Management will hold a conference call to review the financial results for the second quarter on August 3, 2012, at 10:00 a.m. Eastern Time. To access the live webcast, visit the Investor Relations section of the Company’s website at or go to . To access a telephonic replay of the call, which will be available one hour after the conclusion of the call through August 17, 2012, please dial 1-888-286-8010 (617-801-6888 if calling from outside the U.S.) and use passcode 15704424.

PharMerica Corporation is a leading institutional pharmacy services company servicing healthcare facilities in the United States. As of June 30, 2012, PharMerica operated 95 institutional pharmacies in 44 states.
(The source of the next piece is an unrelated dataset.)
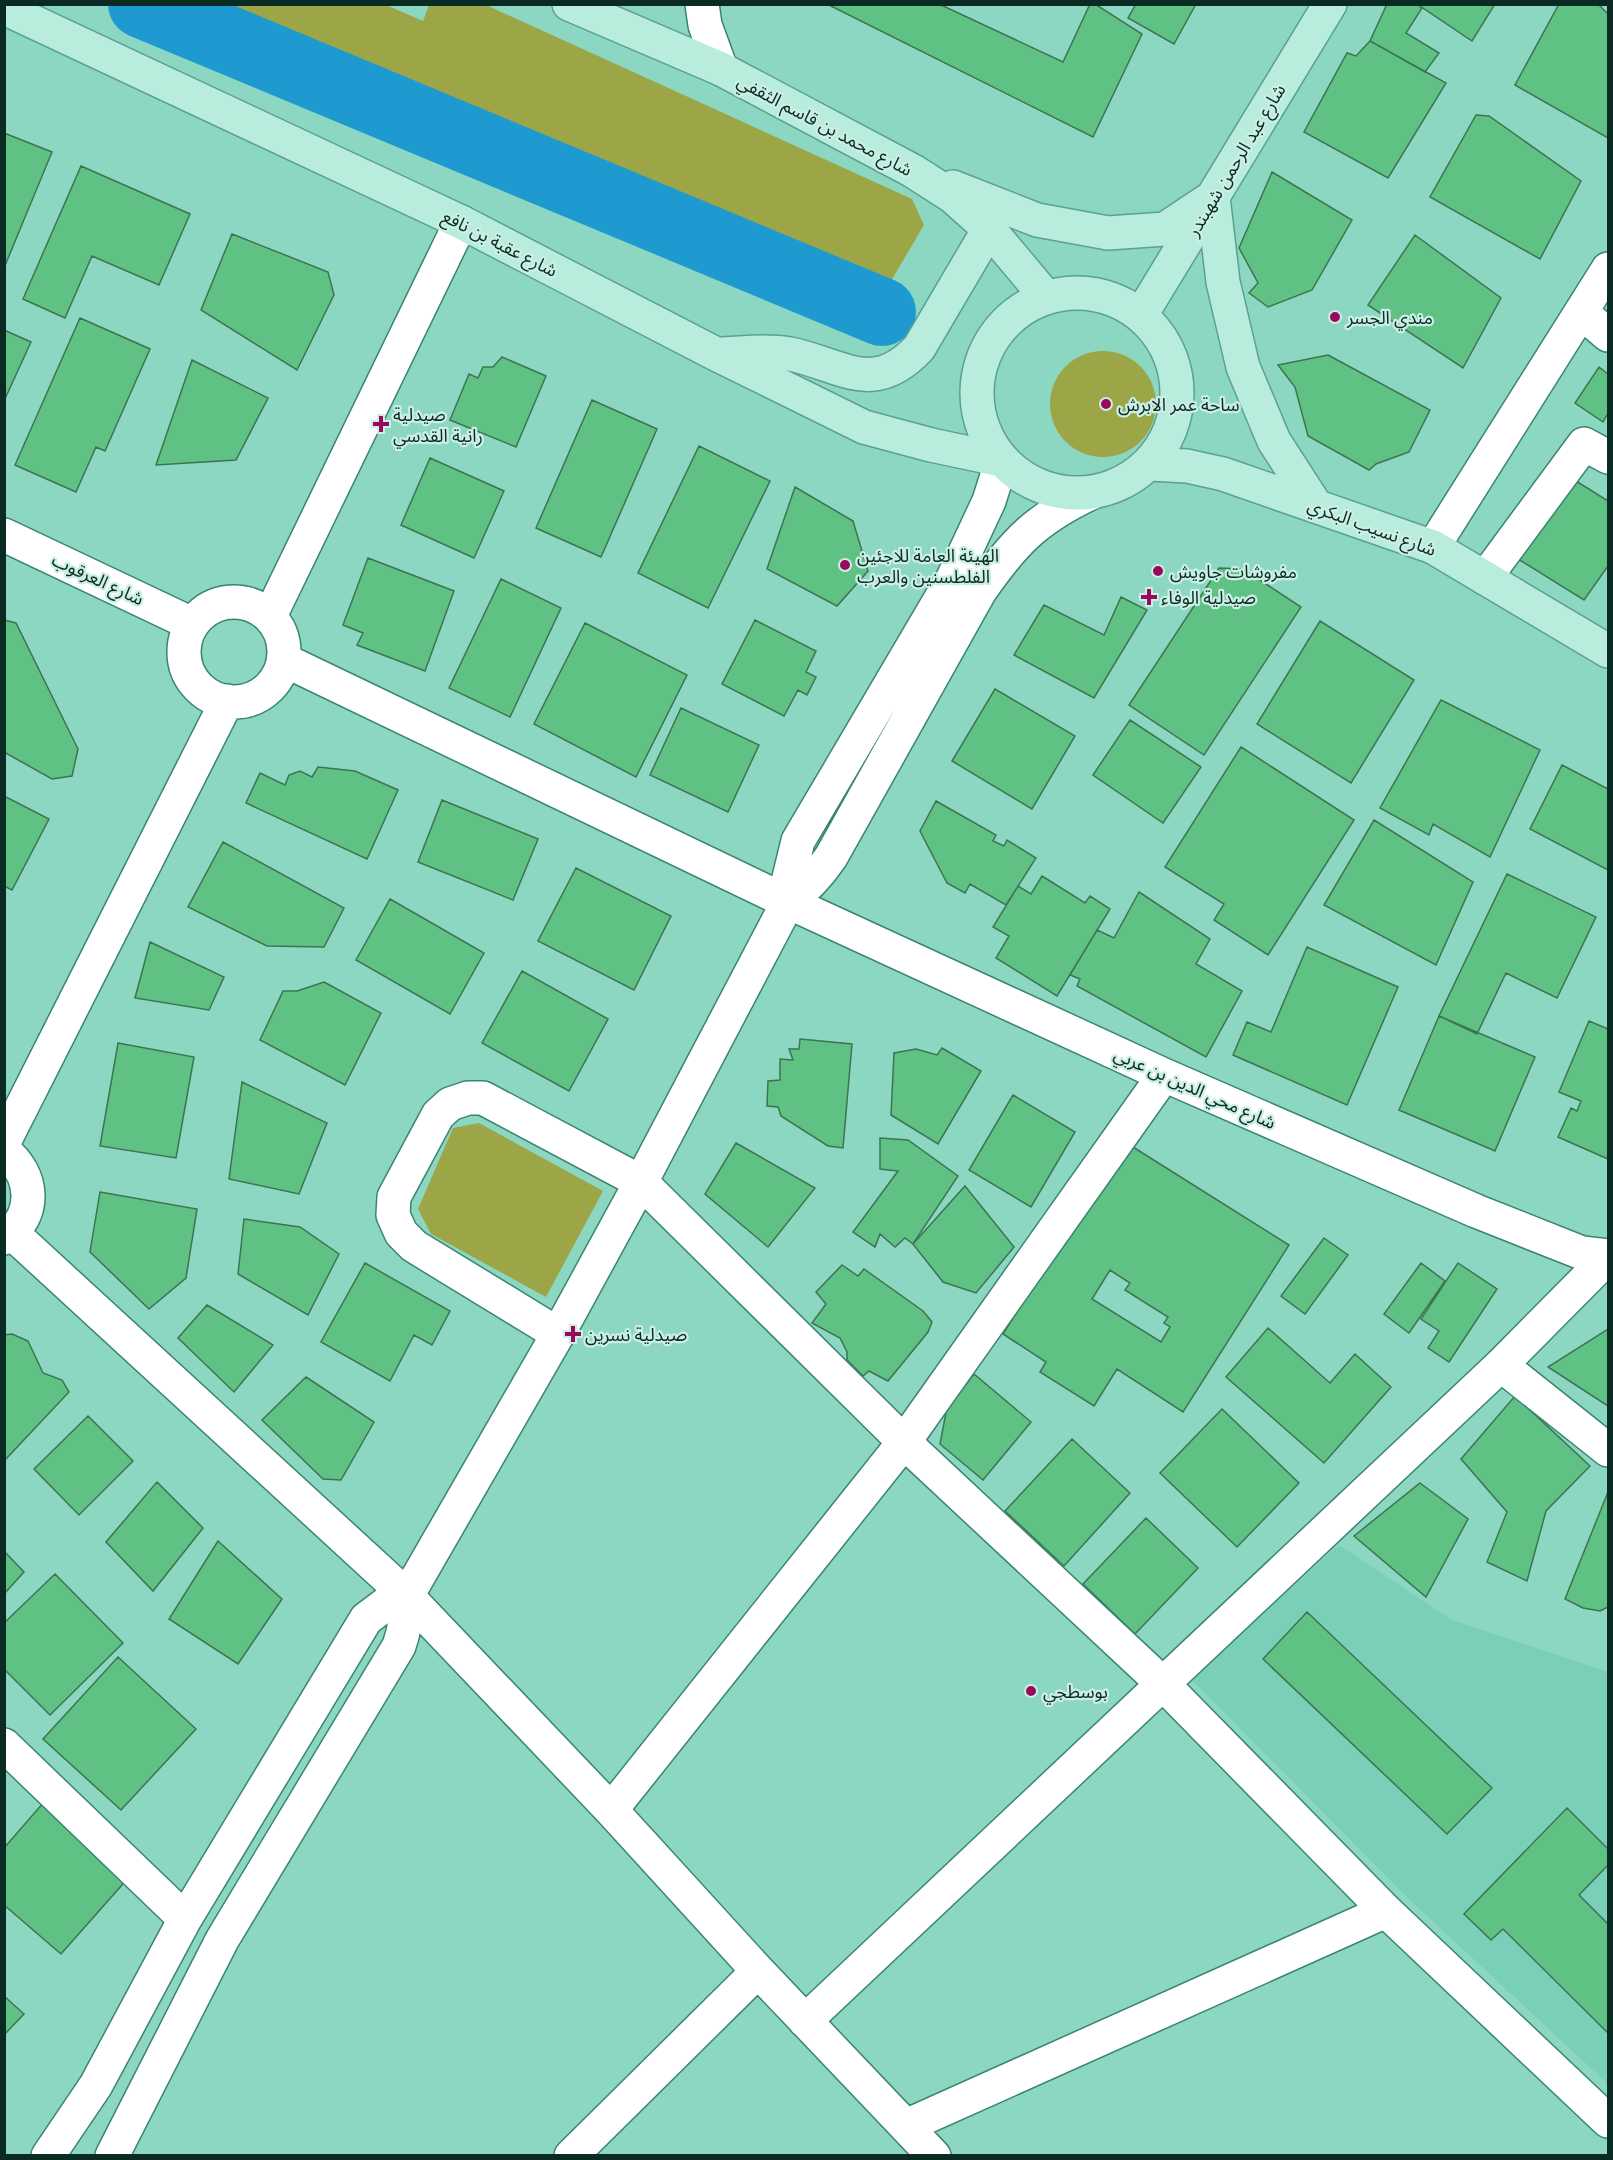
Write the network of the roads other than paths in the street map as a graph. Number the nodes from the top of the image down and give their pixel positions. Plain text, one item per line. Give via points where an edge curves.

PharMerica’s customers are institutional healthcare providers, such as nursing centers, assisted living facilities, hospitals and other long-term care providers. The Company also provides pharmacy management services to long-term care hospitals.

PharMerica calculates Adjusted EBITDA as provided in the reconciliation above and calculates Adjusted EBITDA Margin by taking Adjusted EBITDA and dividing it by revenues. PharMerica calculates and uses Adjusted EBITDA as an indicator of its ability to generate cash from reported operating results. The measurement is used in concert with net income and cash flows from operations, which measure actual cash generated in the period. In addition, PharMerica believes that Adjusted EBITDA and Adjusted EBITDA Margin are supplemental measurement tools used by analysts and investors to help evaluate overall operating performance and the ability to incur and service debt and make capital expenditures. In addition, Adjusted EBITDA, as defined in the Credit Agreement, is used in conjunction with the Corporation’s debt leverage ratio and this calculation sets the applicable margin for the quarterly interest charge. Adjusted EBITDA, as defined in the Credit Agreement, is not the same calculation as this Adjusted EBITDA table. EBITDA does not represent funds available for PharMerica’s discretionary use and is not intended to represent or to be used as a substitute for net income or cash flows from operations data as measured under U.S. generally accepted accounting principles (“GAAP”). The items excluded from Adjusted EBITDA but included in the calculation of PharMerica’s reported net income and cash flows from operations are significant components of the accompanying unaudited condensed consolidated income statements and cash flows and must be considered in performing a comprehensive assessment of overall financial performance. PharMerica’s calculation of Adjusted EBITDA may not be consistent with calculations of EBITDA used by other companies.

PharMerica calculates and uses adjusted diluted earnings per share, exclusive of the impact of merger, acquisition, integration costs and other charges and the impact of tax accounting matters, as an indicator of its core operating results. The measurement is used in concert with net income and diluted earnings per share, which measure actual earnings per share generated in the period. PharMerica believes the exclusion of these charges in expressing adjusted diluted earnings per share provides management with a useful measure to assess period to period comparability and is useful to investors in evaluating PharMerica’s operating results from period to period. Adjusted diluted earnings per share, exclusive of the impact of merger, acquisition, integration costs and other charges and the impact of tax accounting matters, do not represent the amount that effectively accrues directly to stockholders (i.e., such costs are a reduction in earnings and stockholders’ equity) and is not intended to represent or to be used as a substitute for diluted earnings per share as measured under GAAP. The impact of merger, acquisition, integration costs and other charges and the impact of tax accounting matters excluded from the diluted earnings per share are significant components of the accompanying unaudited condensed consolidated income statements and must be considered in performing a comprehensive assessment of overall financial performance.